Gerberto de Aurillac foi muito possivelmente a figura intelectualmente mais proeminente da Europa do Século X. Nasceu entre 940 e 950, muito provavelmente de uma família de origens humildes mas conseguiu ser educado no
Mosteiro beneditino de São Geraldo em
Aurillac, próximo do local onde nascera, na região do
Auvergne, no Centro-Sul de França. Terá sido em 967 que
Borrell II, o Conde de Barcelona, de passagem pela Abadia descobriu aquele jovem promissor e integrou-o na sua comitiva.
Durante os dois ou três anos seguintes, Gerberto aproveitou a sua estadia no
Mosteiro (também beneditino) de Santa Maria de Ripoll na
Catalunha para estudar algumas das disciplinas técnicas como a matemática e a astronomia que, na cultura árabe, estavam então mais avançadas do que as suas congéneres no mundo cristão ocidental. Em 970 Gerberto partiu com Borrell II em visita a Roma, onde acabou por impressionar e ficar, primeiro integrado na corte do Papa
João XIII, depois na do Imperador
Otão I.
Já então com uma reputação firmada como professor de matemática, astronomia, lógica e retórica e próximo dos poderosos do Ocidente, Gerberto mudou-se em 972 para
Reims, na região da
Champanhe, no Norte da França, onde continuou a ensinar, acumulando com as funções de secretário de
Adalbero, o poderoso Arcebispo local. Daí, até à data da morte deste em 989, Gerberto foi um dos especialistas em manobras políticas da época, incluindo a eleição em 987 de
Hugo Capeto como Rei de França
¹.
Apesar das enormes ambições de Gerberto de Aurillac, o sucessor de Adalbero como titular da arquidiocese de Reims acabou por ser
Arnulfo que, como filho ilegítimo de
Lotário IV, possuía ascendência real. Contudo, Arnulfo veio a ser deposto através de um Sínodo de Bispos, organizado por Gerberto em 991 que, sem surpresa, acabou por recomendar este último para o substituir no cargo. O
Papa João XV envolveu-se na disputa, promovendo um outro Sínodo que anulou as manobras de Gerberto.
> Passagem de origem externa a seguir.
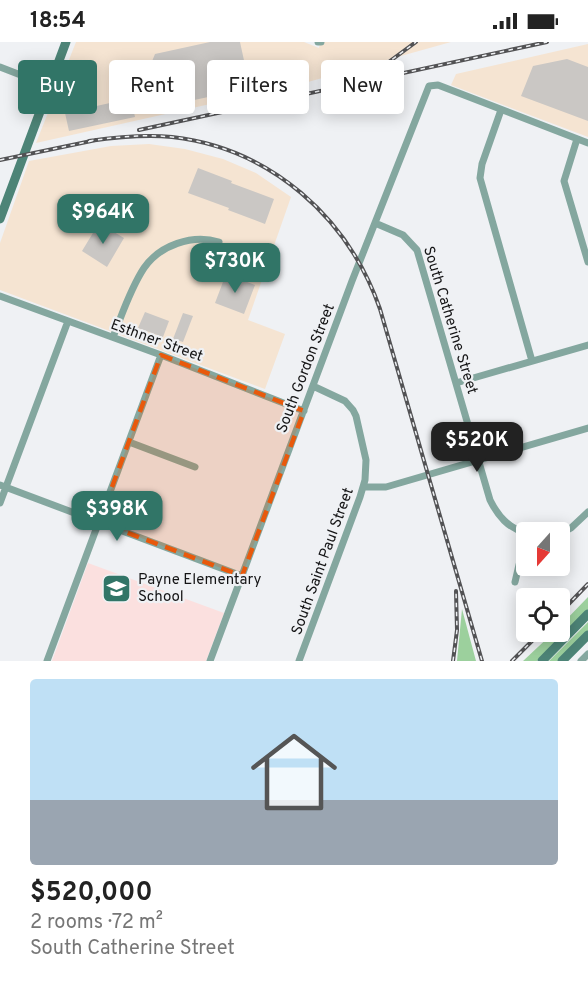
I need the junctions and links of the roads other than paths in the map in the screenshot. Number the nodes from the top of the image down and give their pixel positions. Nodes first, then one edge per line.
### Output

Despojado do cargo, Gerberto resolveu aproximar-se da corte imperial, cujo titular era então o jovem
Otão III (nascido em 980) de quem se tornou um dos professores. E depois daquele Imperador ter forçado a eleição do seu primo direito
Bruno de Kärnthen como Papa, Gregório V (996-999), e depois deste ter morrido de uma forma misteriosa(...), Gerberto de Aurillac viu-se finalmente eleito em Abril de 999 como o primeiro Papa francês, com o nome de Silvestre II. Veio a falecer em Maio de 1003.

Se contei a história da vida de Gerberto de Aurillac desta forma e escolhi o título que lhe dei, foi para distinguir duas formas, uma muito mais correcta que outra, de estruturar uma biografia. É a da carreira de alguém de origem modesta mas muito inteligente, ambicioso e sem escrúpulos que chegou a ser Papa. Mas se a perspectiva fosse apresentada como
a biografia de Silvestre II, a história tenderia a ser regressiva e justificativa de uma carreira que sabíamos de antemão culminaria com o seu Pontificado...
¹ Iniciando uma dinastia que iria reinar ininterruptamente em França até 1789.